Among the lines below, tally those holding the string "Silva" and give the total only.

[Dataset entries]
%%
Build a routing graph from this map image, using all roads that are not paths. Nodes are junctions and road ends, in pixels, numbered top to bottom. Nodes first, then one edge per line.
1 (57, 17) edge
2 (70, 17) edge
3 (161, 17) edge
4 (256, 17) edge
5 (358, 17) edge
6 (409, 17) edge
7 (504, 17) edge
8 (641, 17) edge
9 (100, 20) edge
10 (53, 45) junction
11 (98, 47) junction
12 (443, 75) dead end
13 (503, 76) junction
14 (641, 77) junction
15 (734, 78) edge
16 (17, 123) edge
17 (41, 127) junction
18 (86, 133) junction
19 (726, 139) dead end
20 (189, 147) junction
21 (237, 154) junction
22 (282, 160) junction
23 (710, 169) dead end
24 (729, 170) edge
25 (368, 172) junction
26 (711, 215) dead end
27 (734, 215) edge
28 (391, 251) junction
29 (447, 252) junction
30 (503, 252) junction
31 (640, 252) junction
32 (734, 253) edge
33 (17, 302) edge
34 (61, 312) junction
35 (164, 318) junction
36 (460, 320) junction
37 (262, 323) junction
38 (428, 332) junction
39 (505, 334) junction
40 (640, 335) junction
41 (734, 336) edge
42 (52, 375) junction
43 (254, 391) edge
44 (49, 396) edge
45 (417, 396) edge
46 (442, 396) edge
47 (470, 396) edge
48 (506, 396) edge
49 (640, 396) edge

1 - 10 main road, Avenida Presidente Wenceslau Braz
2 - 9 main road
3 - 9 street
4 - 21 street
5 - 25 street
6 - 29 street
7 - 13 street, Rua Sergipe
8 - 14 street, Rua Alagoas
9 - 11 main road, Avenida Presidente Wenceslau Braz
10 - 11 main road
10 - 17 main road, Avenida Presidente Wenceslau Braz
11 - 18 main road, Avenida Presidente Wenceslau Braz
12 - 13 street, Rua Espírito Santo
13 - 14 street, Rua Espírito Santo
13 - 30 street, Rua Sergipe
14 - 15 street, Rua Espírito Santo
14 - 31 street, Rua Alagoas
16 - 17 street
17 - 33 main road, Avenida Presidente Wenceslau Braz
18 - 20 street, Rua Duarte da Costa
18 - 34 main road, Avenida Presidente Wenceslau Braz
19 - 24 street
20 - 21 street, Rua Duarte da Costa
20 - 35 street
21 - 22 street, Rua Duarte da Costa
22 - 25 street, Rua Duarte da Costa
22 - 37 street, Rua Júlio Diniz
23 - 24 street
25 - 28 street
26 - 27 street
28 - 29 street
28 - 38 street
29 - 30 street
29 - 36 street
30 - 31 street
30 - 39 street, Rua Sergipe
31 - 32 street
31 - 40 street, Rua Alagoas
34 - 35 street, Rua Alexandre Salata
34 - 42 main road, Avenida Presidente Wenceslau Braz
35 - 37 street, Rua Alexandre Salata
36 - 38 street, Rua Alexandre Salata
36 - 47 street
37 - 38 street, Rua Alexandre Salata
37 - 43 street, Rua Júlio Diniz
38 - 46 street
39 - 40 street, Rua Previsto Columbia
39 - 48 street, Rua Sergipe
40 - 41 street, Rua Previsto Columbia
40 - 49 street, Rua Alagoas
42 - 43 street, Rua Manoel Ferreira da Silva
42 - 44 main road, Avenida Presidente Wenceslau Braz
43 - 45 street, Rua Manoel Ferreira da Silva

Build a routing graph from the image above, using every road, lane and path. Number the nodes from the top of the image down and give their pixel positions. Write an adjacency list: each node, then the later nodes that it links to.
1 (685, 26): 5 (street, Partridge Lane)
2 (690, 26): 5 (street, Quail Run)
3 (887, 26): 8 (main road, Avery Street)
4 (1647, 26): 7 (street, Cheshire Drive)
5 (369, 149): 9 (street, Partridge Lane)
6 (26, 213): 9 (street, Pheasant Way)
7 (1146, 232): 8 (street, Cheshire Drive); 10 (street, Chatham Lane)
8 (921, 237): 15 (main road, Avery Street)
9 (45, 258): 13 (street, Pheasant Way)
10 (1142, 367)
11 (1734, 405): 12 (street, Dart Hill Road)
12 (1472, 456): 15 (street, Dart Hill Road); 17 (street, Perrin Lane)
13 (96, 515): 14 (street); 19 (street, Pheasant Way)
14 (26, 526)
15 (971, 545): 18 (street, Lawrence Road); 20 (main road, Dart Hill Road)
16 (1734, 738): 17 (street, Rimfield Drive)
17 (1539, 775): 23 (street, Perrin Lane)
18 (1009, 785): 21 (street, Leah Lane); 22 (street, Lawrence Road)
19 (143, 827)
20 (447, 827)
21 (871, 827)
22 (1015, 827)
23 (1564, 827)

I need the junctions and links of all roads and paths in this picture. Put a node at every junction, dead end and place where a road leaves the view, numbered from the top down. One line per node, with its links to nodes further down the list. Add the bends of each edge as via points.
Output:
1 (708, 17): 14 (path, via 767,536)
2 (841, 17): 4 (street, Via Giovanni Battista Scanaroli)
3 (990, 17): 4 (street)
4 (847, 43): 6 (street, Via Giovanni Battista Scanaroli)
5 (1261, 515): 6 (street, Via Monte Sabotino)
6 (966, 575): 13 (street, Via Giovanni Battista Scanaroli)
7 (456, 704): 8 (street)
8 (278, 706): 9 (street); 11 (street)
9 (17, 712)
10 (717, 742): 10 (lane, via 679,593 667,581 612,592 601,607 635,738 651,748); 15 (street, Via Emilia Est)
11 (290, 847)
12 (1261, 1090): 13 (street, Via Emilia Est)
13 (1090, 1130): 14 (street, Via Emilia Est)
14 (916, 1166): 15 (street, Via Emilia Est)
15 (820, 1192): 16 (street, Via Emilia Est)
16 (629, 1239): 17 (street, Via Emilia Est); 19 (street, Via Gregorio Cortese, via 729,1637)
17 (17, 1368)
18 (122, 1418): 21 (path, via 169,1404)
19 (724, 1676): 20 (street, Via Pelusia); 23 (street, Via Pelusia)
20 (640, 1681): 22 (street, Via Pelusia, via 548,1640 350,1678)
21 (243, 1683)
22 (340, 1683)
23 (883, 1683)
%%
▶ SOLUTION FOR THIS PROBLEM: 2